→ TASK TO CARRY OUT
Word for word, reproduce every record in the listing below.

-- Opening Marker --

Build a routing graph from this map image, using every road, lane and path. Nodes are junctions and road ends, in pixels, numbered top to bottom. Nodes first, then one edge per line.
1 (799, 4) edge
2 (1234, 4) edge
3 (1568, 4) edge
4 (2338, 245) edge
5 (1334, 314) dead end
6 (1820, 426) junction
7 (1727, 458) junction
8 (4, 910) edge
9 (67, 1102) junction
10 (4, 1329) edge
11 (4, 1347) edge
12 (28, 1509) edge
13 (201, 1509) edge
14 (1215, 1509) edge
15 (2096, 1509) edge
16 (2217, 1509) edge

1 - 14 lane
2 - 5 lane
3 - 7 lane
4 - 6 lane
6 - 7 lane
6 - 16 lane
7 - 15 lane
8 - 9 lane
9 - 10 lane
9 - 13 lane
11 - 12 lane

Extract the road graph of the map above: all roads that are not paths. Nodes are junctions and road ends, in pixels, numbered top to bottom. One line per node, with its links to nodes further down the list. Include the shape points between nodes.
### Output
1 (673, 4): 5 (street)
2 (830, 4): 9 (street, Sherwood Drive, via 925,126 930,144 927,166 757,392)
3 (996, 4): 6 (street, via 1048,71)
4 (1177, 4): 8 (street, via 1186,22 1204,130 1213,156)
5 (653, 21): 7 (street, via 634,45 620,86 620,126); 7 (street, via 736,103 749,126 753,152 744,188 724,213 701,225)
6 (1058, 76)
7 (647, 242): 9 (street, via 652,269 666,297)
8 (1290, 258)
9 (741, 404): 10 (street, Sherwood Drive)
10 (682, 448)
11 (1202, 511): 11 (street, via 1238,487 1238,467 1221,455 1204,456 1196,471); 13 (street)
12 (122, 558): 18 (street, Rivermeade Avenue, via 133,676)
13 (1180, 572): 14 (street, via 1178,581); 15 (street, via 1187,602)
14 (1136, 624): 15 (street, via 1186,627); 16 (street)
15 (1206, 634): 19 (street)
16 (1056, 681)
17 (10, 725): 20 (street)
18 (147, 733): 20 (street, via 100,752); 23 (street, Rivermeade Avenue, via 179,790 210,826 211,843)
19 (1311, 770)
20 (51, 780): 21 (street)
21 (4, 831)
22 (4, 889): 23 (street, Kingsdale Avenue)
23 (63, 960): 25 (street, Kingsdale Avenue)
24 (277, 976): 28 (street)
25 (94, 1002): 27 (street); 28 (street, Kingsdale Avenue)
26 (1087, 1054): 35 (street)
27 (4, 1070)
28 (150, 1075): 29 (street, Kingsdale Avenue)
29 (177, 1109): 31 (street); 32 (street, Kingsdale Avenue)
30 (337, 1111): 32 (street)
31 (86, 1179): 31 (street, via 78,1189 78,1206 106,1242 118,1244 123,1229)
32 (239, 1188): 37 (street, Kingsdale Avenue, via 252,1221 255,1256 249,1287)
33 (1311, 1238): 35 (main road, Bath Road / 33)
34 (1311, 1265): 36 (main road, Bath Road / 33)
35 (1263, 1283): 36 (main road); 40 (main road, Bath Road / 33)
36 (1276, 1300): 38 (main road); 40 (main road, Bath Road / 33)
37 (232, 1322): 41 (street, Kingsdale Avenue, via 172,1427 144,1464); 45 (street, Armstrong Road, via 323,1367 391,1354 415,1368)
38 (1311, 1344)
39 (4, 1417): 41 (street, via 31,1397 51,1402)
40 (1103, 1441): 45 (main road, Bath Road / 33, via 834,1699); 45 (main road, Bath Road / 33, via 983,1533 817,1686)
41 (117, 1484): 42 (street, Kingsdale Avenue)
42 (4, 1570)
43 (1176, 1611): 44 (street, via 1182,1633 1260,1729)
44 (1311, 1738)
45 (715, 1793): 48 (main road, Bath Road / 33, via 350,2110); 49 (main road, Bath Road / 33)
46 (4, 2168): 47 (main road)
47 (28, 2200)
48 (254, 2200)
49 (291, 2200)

-- Closing Marker --

→ ANSWER TO THE EXERCISE
Build a routing graph from this map image, using every road, lane and path. Nodes are junctions and road ends, in pixels, numbered top to bottom. Nodes first, then one edge per line.
1 (799, 4) edge
2 (1234, 4) edge
3 (1568, 4) edge
4 (2338, 245) edge
5 (1334, 314) dead end
6 (1820, 426) junction
7 (1727, 458) junction
8 (4, 910) edge
9 (67, 1102) junction
10 (4, 1329) edge
11 (4, 1347) edge
12 (28, 1509) edge
13 (201, 1509) edge
14 (1215, 1509) edge
15 (2096, 1509) edge
16 (2217, 1509) edge

1 - 14 lane
2 - 5 lane
3 - 7 lane
4 - 6 lane
6 - 7 lane
6 - 16 lane
7 - 15 lane
8 - 9 lane
9 - 10 lane
9 - 13 lane
11 - 12 lane

Extract the road graph of the map above: all roads that are not paths. Nodes are junctions and road ends, in pixels, numbered top to bottom. One line per node, with its links to nodes further down the list. Include the shape points between nodes.
### Output
1 (673, 4): 5 (street)
2 (830, 4): 9 (street, Sherwood Drive, via 925,126 930,144 927,166 757,392)
3 (996, 4): 6 (street, via 1048,71)
4 (1177, 4): 8 (street, via 1186,22 1204,130 1213,156)
5 (653, 21): 7 (street, via 634,45 620,86 620,126); 7 (street, via 736,103 749,126 753,152 744,188 724,213 701,225)
6 (1058, 76)
7 (647, 242): 9 (street, via 652,269 666,297)
8 (1290, 258)
9 (741, 404): 10 (street, Sherwood Drive)
10 (682, 448)
11 (1202, 511): 11 (street, via 1238,487 1238,467 1221,455 1204,456 1196,471); 13 (street)
12 (122, 558): 18 (street, Rivermeade Avenue, via 133,676)
13 (1180, 572): 14 (street, via 1178,581); 15 (street, via 1187,602)
14 (1136, 624): 15 (street, via 1186,627); 16 (street)
15 (1206, 634): 19 (street)
16 (1056, 681)
17 (10, 725): 20 (street)
18 (147, 733): 20 (street, via 100,752); 23 (street, Rivermeade Avenue, via 179,790 210,826 211,843)
19 (1311, 770)
20 (51, 780): 21 (street)
21 (4, 831)
22 (4, 889): 23 (street, Kingsdale Avenue)
23 (63, 960): 25 (street, Kingsdale Avenue)
24 (277, 976): 28 (street)
25 (94, 1002): 27 (street); 28 (street, Kingsdale Avenue)
26 (1087, 1054): 35 (street)
27 (4, 1070)
28 (150, 1075): 29 (street, Kingsdale Avenue)
29 (177, 1109): 31 (street); 32 (street, Kingsdale Avenue)
30 (337, 1111): 32 (street)
31 (86, 1179): 31 (street, via 78,1189 78,1206 106,1242 118,1244 123,1229)
32 (239, 1188): 37 (street, Kingsdale Avenue, via 252,1221 255,1256 249,1287)
33 (1311, 1238): 35 (main road, Bath Road / 33)
34 (1311, 1265): 36 (main road, Bath Road / 33)
35 (1263, 1283): 36 (main road); 40 (main road, Bath Road / 33)
36 (1276, 1300): 38 (main road); 40 (main road, Bath Road / 33)
37 (232, 1322): 41 (street, Kingsdale Avenue, via 172,1427 144,1464); 45 (street, Armstrong Road, via 323,1367 391,1354 415,1368)
38 (1311, 1344)
39 (4, 1417): 41 (street, via 31,1397 51,1402)
40 (1103, 1441): 45 (main road, Bath Road / 33, via 834,1699); 45 (main road, Bath Road / 33, via 983,1533 817,1686)
41 (117, 1484): 42 (street, Kingsdale Avenue)
42 (4, 1570)
43 (1176, 1611): 44 (street, via 1182,1633 1260,1729)
44 (1311, 1738)
45 (715, 1793): 48 (main road, Bath Road / 33, via 350,2110); 49 (main road, Bath Road / 33)
46 (4, 2168): 47 (main road)
47 (28, 2200)
48 (254, 2200)
49 (291, 2200)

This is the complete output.